SOURCE MATERIAL:
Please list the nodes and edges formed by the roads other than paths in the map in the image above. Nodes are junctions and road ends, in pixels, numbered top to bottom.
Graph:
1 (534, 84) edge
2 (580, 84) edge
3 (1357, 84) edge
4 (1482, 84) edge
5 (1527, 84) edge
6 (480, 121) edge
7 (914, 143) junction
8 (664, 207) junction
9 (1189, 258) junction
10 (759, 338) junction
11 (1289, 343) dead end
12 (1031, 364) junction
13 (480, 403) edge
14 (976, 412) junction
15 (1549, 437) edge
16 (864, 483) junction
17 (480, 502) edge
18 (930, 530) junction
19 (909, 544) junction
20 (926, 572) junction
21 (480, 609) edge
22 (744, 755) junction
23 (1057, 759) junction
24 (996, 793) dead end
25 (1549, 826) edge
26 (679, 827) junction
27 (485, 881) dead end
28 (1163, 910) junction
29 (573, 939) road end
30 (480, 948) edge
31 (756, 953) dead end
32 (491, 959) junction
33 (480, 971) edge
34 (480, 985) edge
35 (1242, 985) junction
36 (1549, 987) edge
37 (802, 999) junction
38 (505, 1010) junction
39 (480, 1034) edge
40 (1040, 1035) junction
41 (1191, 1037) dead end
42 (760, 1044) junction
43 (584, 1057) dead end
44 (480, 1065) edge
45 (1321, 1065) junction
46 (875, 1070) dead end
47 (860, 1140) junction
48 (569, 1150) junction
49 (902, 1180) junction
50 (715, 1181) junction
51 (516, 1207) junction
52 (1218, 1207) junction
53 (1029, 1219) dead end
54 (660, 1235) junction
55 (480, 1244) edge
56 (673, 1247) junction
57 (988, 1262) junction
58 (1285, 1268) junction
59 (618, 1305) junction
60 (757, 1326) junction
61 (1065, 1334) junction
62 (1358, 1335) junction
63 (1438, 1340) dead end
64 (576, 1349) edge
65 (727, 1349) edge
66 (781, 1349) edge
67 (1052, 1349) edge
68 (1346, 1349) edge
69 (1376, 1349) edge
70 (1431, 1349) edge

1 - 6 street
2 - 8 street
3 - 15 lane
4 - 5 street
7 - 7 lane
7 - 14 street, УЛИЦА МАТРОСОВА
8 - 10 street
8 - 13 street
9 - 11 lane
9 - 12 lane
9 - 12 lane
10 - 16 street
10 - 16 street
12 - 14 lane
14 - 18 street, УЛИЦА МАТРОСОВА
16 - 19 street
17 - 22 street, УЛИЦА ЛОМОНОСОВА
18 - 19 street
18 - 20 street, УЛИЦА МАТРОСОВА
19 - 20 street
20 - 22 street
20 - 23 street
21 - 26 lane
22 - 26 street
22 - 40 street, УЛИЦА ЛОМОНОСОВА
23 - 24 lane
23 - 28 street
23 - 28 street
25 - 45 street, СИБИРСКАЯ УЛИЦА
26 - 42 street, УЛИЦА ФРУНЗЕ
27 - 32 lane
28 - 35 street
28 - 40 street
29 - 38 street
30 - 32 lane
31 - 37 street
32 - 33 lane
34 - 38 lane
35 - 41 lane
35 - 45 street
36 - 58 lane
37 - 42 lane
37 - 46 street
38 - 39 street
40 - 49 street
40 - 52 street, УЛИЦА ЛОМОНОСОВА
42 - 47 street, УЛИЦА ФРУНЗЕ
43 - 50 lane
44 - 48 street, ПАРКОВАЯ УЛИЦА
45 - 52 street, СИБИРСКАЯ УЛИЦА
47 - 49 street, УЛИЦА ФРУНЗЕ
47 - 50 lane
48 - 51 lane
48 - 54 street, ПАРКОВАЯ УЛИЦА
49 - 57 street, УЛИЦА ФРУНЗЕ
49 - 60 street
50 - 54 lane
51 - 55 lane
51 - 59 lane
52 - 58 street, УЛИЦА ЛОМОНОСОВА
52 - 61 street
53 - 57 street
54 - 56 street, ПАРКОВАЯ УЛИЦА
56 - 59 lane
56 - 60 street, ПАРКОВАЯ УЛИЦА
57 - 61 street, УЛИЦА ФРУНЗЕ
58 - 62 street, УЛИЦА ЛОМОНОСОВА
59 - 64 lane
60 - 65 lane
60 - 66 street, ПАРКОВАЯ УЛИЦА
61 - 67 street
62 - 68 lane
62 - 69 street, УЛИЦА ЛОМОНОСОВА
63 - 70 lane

EXERCISE GOAL:
Return all of the data above verbatim.

OUTPUT OF THE EXERCISE:
Please list the nodes and edges formed by the roads other than paths in the map in the image above. Nodes are junctions and road ends, in pixels, numbered top to bottom.
Graph:
1 (534, 84) edge
2 (580, 84) edge
3 (1357, 84) edge
4 (1482, 84) edge
5 (1527, 84) edge
6 (480, 121) edge
7 (914, 143) junction
8 (664, 207) junction
9 (1189, 258) junction
10 (759, 338) junction
11 (1289, 343) dead end
12 (1031, 364) junction
13 (480, 403) edge
14 (976, 412) junction
15 (1549, 437) edge
16 (864, 483) junction
17 (480, 502) edge
18 (930, 530) junction
19 (909, 544) junction
20 (926, 572) junction
21 (480, 609) edge
22 (744, 755) junction
23 (1057, 759) junction
24 (996, 793) dead end
25 (1549, 826) edge
26 (679, 827) junction
27 (485, 881) dead end
28 (1163, 910) junction
29 (573, 939) road end
30 (480, 948) edge
31 (756, 953) dead end
32 (491, 959) junction
33 (480, 971) edge
34 (480, 985) edge
35 (1242, 985) junction
36 (1549, 987) edge
37 (802, 999) junction
38 (505, 1010) junction
39 (480, 1034) edge
40 (1040, 1035) junction
41 (1191, 1037) dead end
42 (760, 1044) junction
43 (584, 1057) dead end
44 (480, 1065) edge
45 (1321, 1065) junction
46 (875, 1070) dead end
47 (860, 1140) junction
48 (569, 1150) junction
49 (902, 1180) junction
50 (715, 1181) junction
51 (516, 1207) junction
52 (1218, 1207) junction
53 (1029, 1219) dead end
54 (660, 1235) junction
55 (480, 1244) edge
56 (673, 1247) junction
57 (988, 1262) junction
58 (1285, 1268) junction
59 (618, 1305) junction
60 (757, 1326) junction
61 (1065, 1334) junction
62 (1358, 1335) junction
63 (1438, 1340) dead end
64 (576, 1349) edge
65 (727, 1349) edge
66 (781, 1349) edge
67 (1052, 1349) edge
68 (1346, 1349) edge
69 (1376, 1349) edge
70 (1431, 1349) edge

1 - 6 street
2 - 8 street
3 - 15 lane
4 - 5 street
7 - 7 lane
7 - 14 street, УЛИЦА МАТРОСОВА
8 - 10 street
8 - 13 street
9 - 11 lane
9 - 12 lane
9 - 12 lane
10 - 16 street
10 - 16 street
12 - 14 lane
14 - 18 street, УЛИЦА МАТРОСОВА
16 - 19 street
17 - 22 street, УЛИЦА ЛОМОНОСОВА
18 - 19 street
18 - 20 street, УЛИЦА МАТРОСОВА
19 - 20 street
20 - 22 street
20 - 23 street
21 - 26 lane
22 - 26 street
22 - 40 street, УЛИЦА ЛОМОНОСОВА
23 - 24 lane
23 - 28 street
23 - 28 street
25 - 45 street, СИБИРСКАЯ УЛИЦА
26 - 42 street, УЛИЦА ФРУНЗЕ
27 - 32 lane
28 - 35 street
28 - 40 street
29 - 38 street
30 - 32 lane
31 - 37 street
32 - 33 lane
34 - 38 lane
35 - 41 lane
35 - 45 street
36 - 58 lane
37 - 42 lane
37 - 46 street
38 - 39 street
40 - 49 street
40 - 52 street, УЛИЦА ЛОМОНОСОВА
42 - 47 street, УЛИЦА ФРУНЗЕ
43 - 50 lane
44 - 48 street, ПАРКОВАЯ УЛИЦА
45 - 52 street, СИБИРСКАЯ УЛИЦА
47 - 49 street, УЛИЦА ФРУНЗЕ
47 - 50 lane
48 - 51 lane
48 - 54 street, ПАРКОВАЯ УЛИЦА
49 - 57 street, УЛИЦА ФРУНЗЕ
49 - 60 street
50 - 54 lane
51 - 55 lane
51 - 59 lane
52 - 58 street, УЛИЦА ЛОМОНОСОВА
52 - 61 street
53 - 57 street
54 - 56 street, ПАРКОВАЯ УЛИЦА
56 - 59 lane
56 - 60 street, ПАРКОВАЯ УЛИЦА
57 - 61 street, УЛИЦА ФРУНЗЕ
58 - 62 street, УЛИЦА ЛОМОНОСОВА
59 - 64 lane
60 - 65 lane
60 - 66 street, ПАРКОВАЯ УЛИЦА
61 - 67 street
62 - 68 lane
62 - 69 street, УЛИЦА ЛОМОНОСОВА
63 - 70 lane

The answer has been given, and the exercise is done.